Most commercial policies are based on RR. This is an attractive approach for the self-storage owner, as it means facilities are rebuilt with new materials after a loss. But some policies still carry ACV provisions. An ACV valuation will generally result in a lower insurance premium, as premiums are based on the values assigned to a policy. In the case of ACV, the insurance company will take depreciation of the facility into consideration when paying the loss, so the total value is less.
To adequately continue a business after a loss, however, RR valuation is probably necessary. It ensures damaged buildings or equipment are replaced with new supplies and rebuilt according to the latest building codes. It may cost a bit more in insurance premiums, but when it comes to rebuilding, a higher-value approach is preferable.
What to Insure
What items should be covered in the insurance policy?
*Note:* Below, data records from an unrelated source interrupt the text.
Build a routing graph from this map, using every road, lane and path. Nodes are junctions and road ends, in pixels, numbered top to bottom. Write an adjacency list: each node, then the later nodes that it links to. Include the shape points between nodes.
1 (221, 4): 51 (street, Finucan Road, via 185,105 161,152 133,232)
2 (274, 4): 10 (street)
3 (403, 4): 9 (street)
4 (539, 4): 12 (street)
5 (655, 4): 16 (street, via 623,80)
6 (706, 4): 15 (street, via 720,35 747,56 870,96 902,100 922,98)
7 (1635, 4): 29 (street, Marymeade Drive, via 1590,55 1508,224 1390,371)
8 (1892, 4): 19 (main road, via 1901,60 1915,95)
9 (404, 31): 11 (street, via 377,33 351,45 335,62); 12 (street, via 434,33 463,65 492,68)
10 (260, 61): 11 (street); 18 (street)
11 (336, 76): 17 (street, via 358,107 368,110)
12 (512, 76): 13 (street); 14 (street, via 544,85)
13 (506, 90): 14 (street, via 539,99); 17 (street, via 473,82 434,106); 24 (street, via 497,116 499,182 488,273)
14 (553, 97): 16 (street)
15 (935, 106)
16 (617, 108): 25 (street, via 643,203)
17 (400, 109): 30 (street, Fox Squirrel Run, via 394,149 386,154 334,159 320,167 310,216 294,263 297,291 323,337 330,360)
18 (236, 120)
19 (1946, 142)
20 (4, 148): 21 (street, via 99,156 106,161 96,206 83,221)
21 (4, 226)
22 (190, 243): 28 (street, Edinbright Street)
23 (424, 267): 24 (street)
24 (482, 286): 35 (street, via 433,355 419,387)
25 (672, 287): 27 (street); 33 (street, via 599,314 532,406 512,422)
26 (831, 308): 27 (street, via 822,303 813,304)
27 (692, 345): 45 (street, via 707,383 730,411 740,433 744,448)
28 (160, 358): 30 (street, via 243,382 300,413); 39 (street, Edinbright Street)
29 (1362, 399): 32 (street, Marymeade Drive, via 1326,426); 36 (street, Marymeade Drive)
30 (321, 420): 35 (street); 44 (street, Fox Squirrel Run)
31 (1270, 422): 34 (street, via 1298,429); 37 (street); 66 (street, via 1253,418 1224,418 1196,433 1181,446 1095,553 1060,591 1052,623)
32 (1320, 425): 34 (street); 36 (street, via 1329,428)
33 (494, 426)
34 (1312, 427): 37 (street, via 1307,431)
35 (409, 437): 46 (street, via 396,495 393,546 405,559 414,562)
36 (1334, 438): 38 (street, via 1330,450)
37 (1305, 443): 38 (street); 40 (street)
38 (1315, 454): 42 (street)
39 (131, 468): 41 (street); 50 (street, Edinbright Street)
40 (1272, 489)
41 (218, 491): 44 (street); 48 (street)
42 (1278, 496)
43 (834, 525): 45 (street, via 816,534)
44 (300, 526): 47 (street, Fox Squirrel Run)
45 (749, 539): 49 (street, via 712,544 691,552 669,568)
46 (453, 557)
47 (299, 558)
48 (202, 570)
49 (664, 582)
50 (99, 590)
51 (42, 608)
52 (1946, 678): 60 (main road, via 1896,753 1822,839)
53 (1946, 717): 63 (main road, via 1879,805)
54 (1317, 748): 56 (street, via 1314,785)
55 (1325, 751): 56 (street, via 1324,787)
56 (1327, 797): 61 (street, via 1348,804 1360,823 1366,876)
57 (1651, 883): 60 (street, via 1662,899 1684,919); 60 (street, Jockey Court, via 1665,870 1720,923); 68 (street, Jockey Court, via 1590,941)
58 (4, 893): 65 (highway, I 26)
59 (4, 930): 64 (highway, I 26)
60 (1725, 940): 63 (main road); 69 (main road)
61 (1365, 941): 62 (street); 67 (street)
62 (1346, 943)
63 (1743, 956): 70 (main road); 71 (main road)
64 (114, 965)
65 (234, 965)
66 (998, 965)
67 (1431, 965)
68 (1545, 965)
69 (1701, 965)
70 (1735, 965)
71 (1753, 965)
There are two general categories of property considered when insuring self-storage sites:
- The building/physical site includes all of the storage buildings, office, manager’s apartment and any other structures on the site. It should also include all fences, security systems (gates, cameras, etc.), and the concrete slabs on which the buildings are constructed. Coverage for debris removal and architect fees for rebuilding are also considered here. Since land is not insured under most policies, its value should not be included.
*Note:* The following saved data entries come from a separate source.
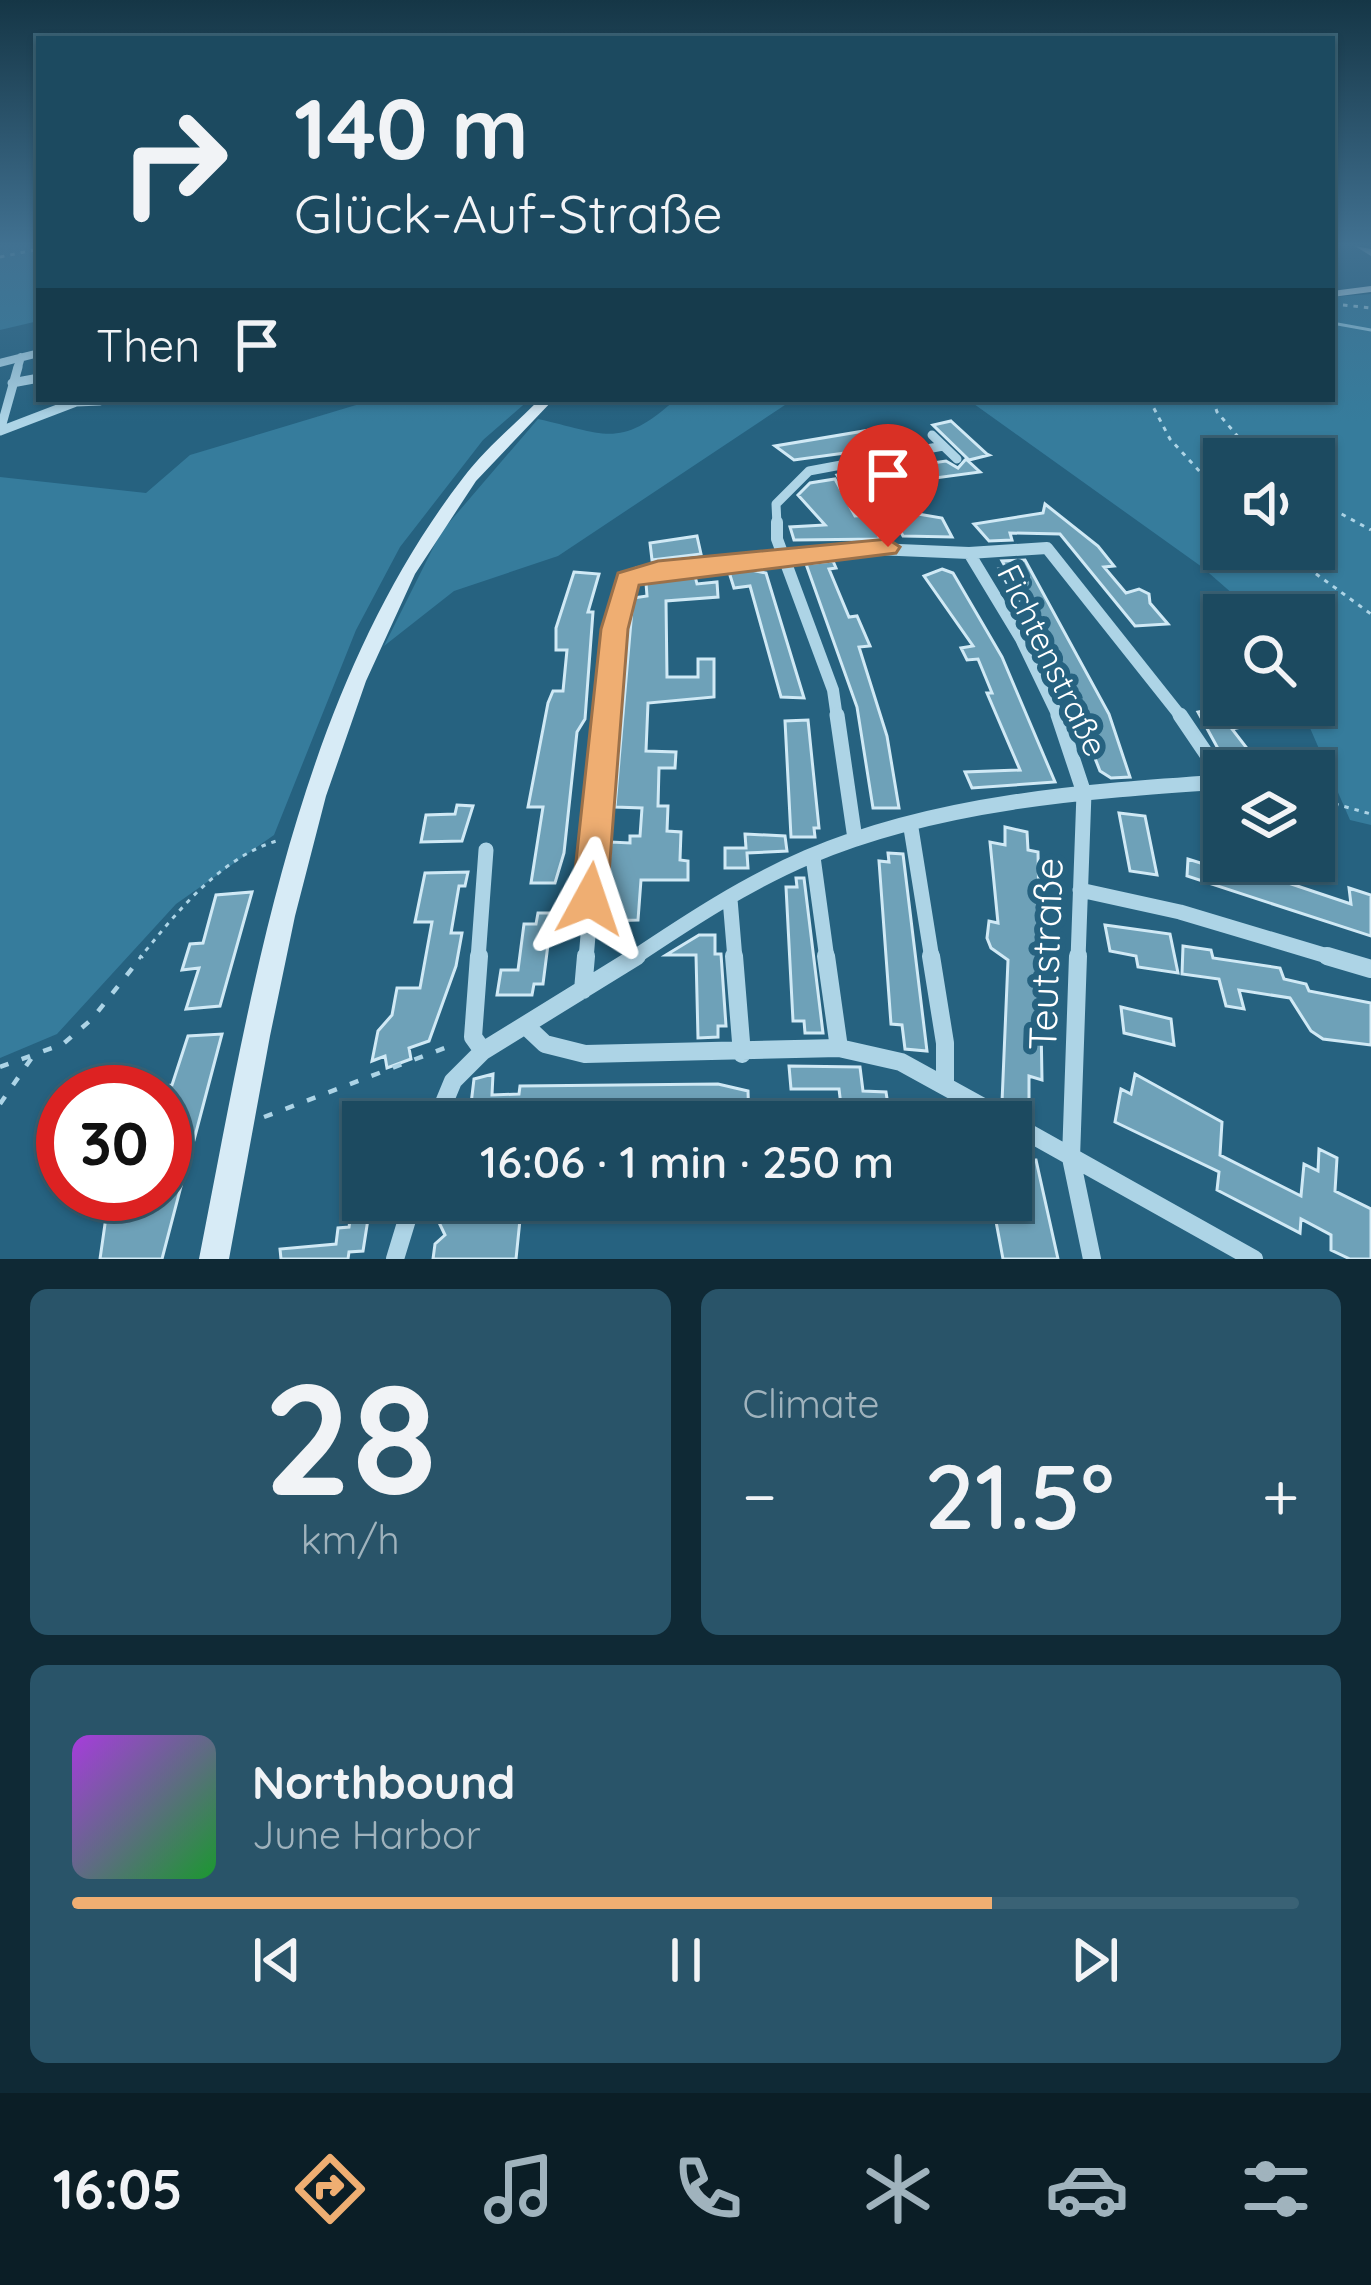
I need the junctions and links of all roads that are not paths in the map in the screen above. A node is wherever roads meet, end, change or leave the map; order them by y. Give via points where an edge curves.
1 (36, 354) edge
2 (20, 357) junction
3 (0, 363) edge
4 (36, 379) edge
5 (12, 383) junction
6 (76, 402) edge
7 (544, 402) edge
8 (0, 431) edge
9 (932, 435) dead end
10 (943, 446) junction
11 (957, 459) dead end
12 (970, 553) junction
13 (786, 559) junction
14 (1203, 750) edge
15 (1203, 783) edge
16 (1084, 793) junction
17 (911, 828) junction
18 (855, 839) junction
19 (486, 850) dead end
20 (813, 857) junction
21 (1080, 890) junction
22 (730, 899) junction
23 (1371, 969) edge
24 (583, 990) junction
25 (528, 1028) junction
26 (478, 1044) junction
27 (839, 1048) junction
28 (742, 1054) junction
29 (945, 1084) junction
30 (445, 1101) edge
31 (974, 1101) edge
32 (1032, 1135) edge
33 (1071, 1158) junction
34 (406, 1221) edge
35 (214, 1259) edge
36 (395, 1259) edge
37 (1092, 1259) edge
38 (1254, 1259) edge

1 - 2 street
2 - 3 street
2 - 5 street
4 - 5 street
5 - 8 street
6 - 8 street
7 - 35 main road via 452,501 354,690 281,937
9 - 10 street
10 - 11 street
10 - 13 street via 847,460 796,478 773,522
12 - 13 street via 888,547
12 - 14 street via 1047,548
12 - 16 street, Fichtenstraße via 1049,698
13 - 18 street via 833,690
13 - 24 street via 627,579 614,629
15 - 16 street
16 - 17 street
16 - 21 street, Teutstraße
17 - 18 street
17 - 29 street
18 - 20 street
19 - 26 street
20 - 22 street
20 - 27 street
21 - 23 street
21 - 33 street, Teutstraße
22 - 24 street
22 - 28 street
24 - 25 street
25 - 26 street
25 - 28 street via 544,1045 585,1054
26 - 30 street
27 - 28 street
27 - 29 street via 887,1057
29 - 31 street
32 - 33 street
33 - 37 street, Teutstraße
33 - 38 street
34 - 36 street

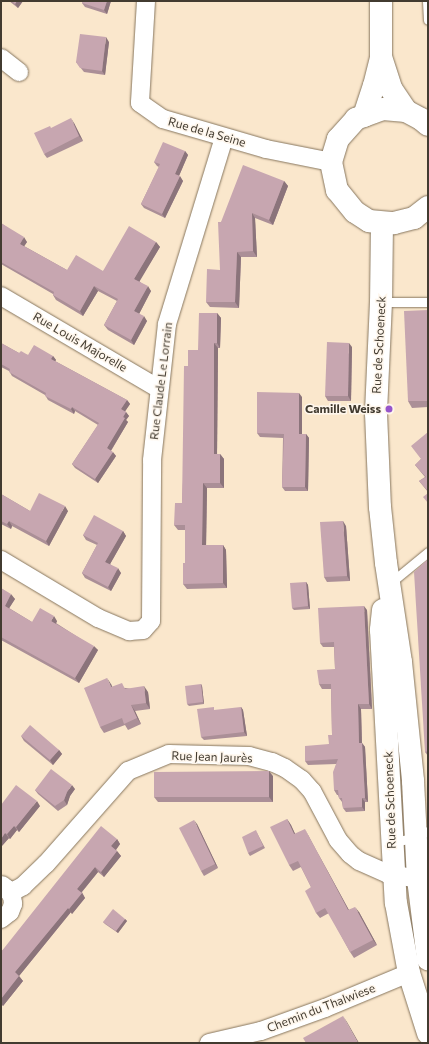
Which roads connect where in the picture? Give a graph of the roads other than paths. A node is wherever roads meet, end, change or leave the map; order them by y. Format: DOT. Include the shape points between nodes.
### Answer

- Business-personal property generally refers to office equipment, computers, lawn mowers, snow-removal equipment, golf carts, and any goods for sale such as locks, boxes and packing supplies.
Some commercial insurance policies contain provisions for “coinsurance.” In general, this means the storage owner must insure his property for some percentage (usually 80 percent) of the facility value at the time of loss. If he meets this requirement, the entire loss—less the insurance deductible—will be paid. If he does not, it's possible he won't recover the full amount of the loss. In essence, he becomes a "co-insurer" of the deficit.
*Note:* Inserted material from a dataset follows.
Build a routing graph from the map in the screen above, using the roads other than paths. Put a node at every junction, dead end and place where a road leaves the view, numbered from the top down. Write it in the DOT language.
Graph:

Most policies designed for commercial businesses also contain provisions for loss of income. The purpose of this coverage is to keep a pre-loss income stream flowing to the storage owner while his facility is being rebuilt after a loss. Some examples of loss of income and related coverage are:
- Loss of Rents—If a portion or all of your facility is destroyed, your policy may pay you the income you were receiving before the covered loss until you re-open your site. This is a critical coverage that should be included in any self-storage owner's policy.
- Loss of Use—This coverage also indemnifies an owner for loss, but it's usually more applicable to manufacturing plants. If a site isn’t functional after a loss, the sale of manufactured goods will suffer, since products can’t be produced.
- Extended Period of Indemnity (EPI)—EPI recognizes your facility occupancy on the day you re-open will probably be lower than on the day the loss occurred, and it will take some time to ramp up business to previous levels. EPI indemnifies you by making up the shortfall in income. It applies after loss-of-rents coverage and is usually only for a fixed period of time.
- Extra Expense—This coverage helps with expenses you incur after a loss to keep the business going.
When considering values for insurance purposes, conduct a thorough analysis of your loss-of-income exposures. Business-insurance valuation isn’t just about determining the costs to replace fixed assets. It also involves a thorough review of the potential loss of operational revenues.
Getting the Numbers Right
There are several important steps to take when determining values for your commercial insurance policy. First, consult a local builder or one of the companies that specialize in self-storage construction. Give them the size, age and type of your current buildings. Get a rough estimate of the costs to rebuild in today's market. Don’t forget to include the value of concrete slabs, fencing and security items.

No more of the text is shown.